Beta Theta Pi House, 220 N. Burrowes St. Photo by Joe Whitman
A Center County judge on Tuesday ruled that a nearly century-old deed provision gives Penn State the right to acquire ownership of the Beta Theta Pi fraternity house where Timothy Piazza suffered abuse. fatal injuries at an alcohol-fueled bid acceptance party in 2017.
Judge Brian Marshall has given the university and the alumni-run host company that owns and manages the property, which is surrounded by the University Park campus, six months to negotiate a sale price. If they can’t come to an agreement after that date, a board of arbitrators will decide how much Penn State must pay to acquire it.
The Beta Theta Pi property has not housed an active fraternity chapter since its recognition was permanently revoked by the university and its charter suspended by its national organization in the weeks following the death of Piazza, a second year student. year of age 19, from brain damage and laceration. misses after falling head first down the basement stairs on February 4, 2017.
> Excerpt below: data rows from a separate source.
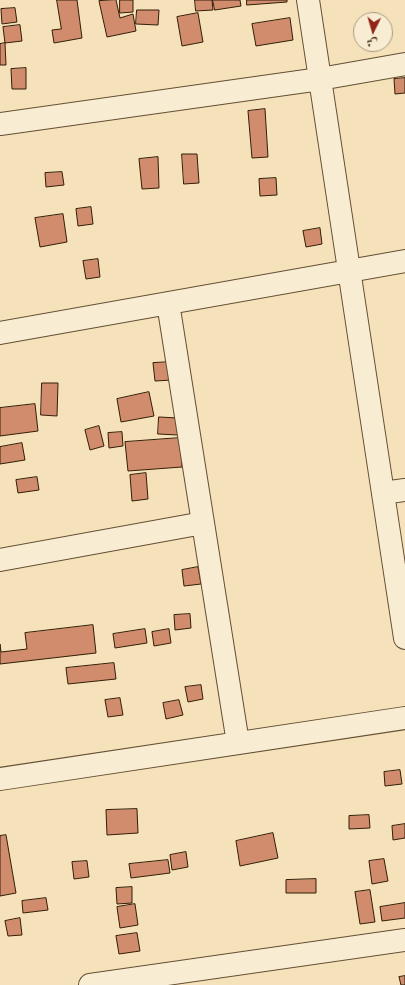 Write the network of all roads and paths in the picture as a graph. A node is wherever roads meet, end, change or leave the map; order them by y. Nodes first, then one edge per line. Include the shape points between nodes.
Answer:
1 (308, 0) edge
2 (405, 64) edge
3 (320, 79) junction
4 (0, 124) edge
5 (405, 261) edge
6 (349, 270) junction
7 (168, 302) junction
8 (0, 333) edge
9 (405, 490) edge
10 (383, 493) junction
11 (203, 523) junction
12 (0, 560) edge
13 (405, 638) edge
14 (405, 718) edge
15 (238, 743) junction
16 (0, 779) edge
17 (405, 940) edge
18 (90, 985) edge

1 - 3 street
2 - 3 street
3 - 4 street
3 - 6 street
5 - 6 street
6 - 7 street
6 - 10 street
7 - 8 street
7 - 11 street
9 - 10 street
10 - 13 street
11 - 12 street
11 - 15 street
14 - 15 street
15 - 16 street
17 - 18 street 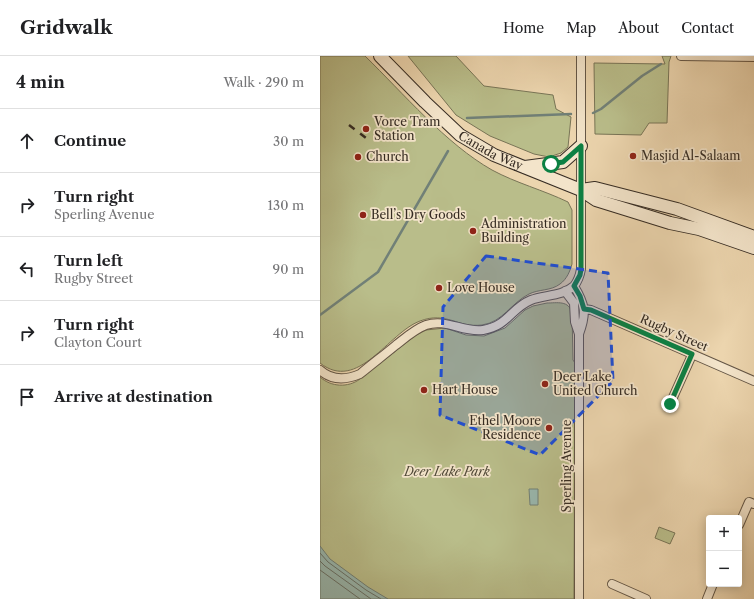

The 1928 deed ceding the property to 220 N. Burrowes St. stated that the university had the right to repurchase it if it was no longer used as a fraternity house for the Beta Theta Pi chapter. After the housing company refused to receive college offers for the property, Penn State filed a lawsuit in November 2018 asking for a court-ordered sale.
A three-day trial without a jury took place in October.
“The 1928 Act contains no real doubt as to its interpretation,” Marshall wrote as he spoke in favor of Penn State in his verdict on Tuesday.
Lawyers for the House of Elders society argued that the act did not state that an active chapter of undergraduate student members was to live in the house and that the society itself was the chapter of the fraternity. They further added that because the national organization Beta Theta Pi had not permanently revoked the charter, it could still re-establish an active chapter at Penn State.
Marshall rejected these arguments, writing that the act clearly distinguished between the active chapter and the corporation of the house. He also wrote that the house society is a nonprofit, not a fellowship, and does not have the authority to determine whether an active chapter will be reestablished.
The house company also suggested that Penn State used Piazza’s death as an opportunity to buy back the property.
Marshall wrote that there was no evidence that the university revoked recognition in order to purchase the property, but rather that it was clear that the university had done so as a direct result of the actions that led at the death of Piazza.
University officials discussed the deed and the future of the property in the weeks and months following Piazza’s death, and contemporary records presented at the trial showed that the president of Penn State, Eric Barron, said the property would not be used as student accommodation in the future. Barron also had several conversations with Piazza’s father Jim, who suggested potential uses for the property, including demolishing the house or replacing it with an engineering building named in honor of his son.
Barron testified at trial, however, that acquiring the house was not a motivation behind the fraternity ban.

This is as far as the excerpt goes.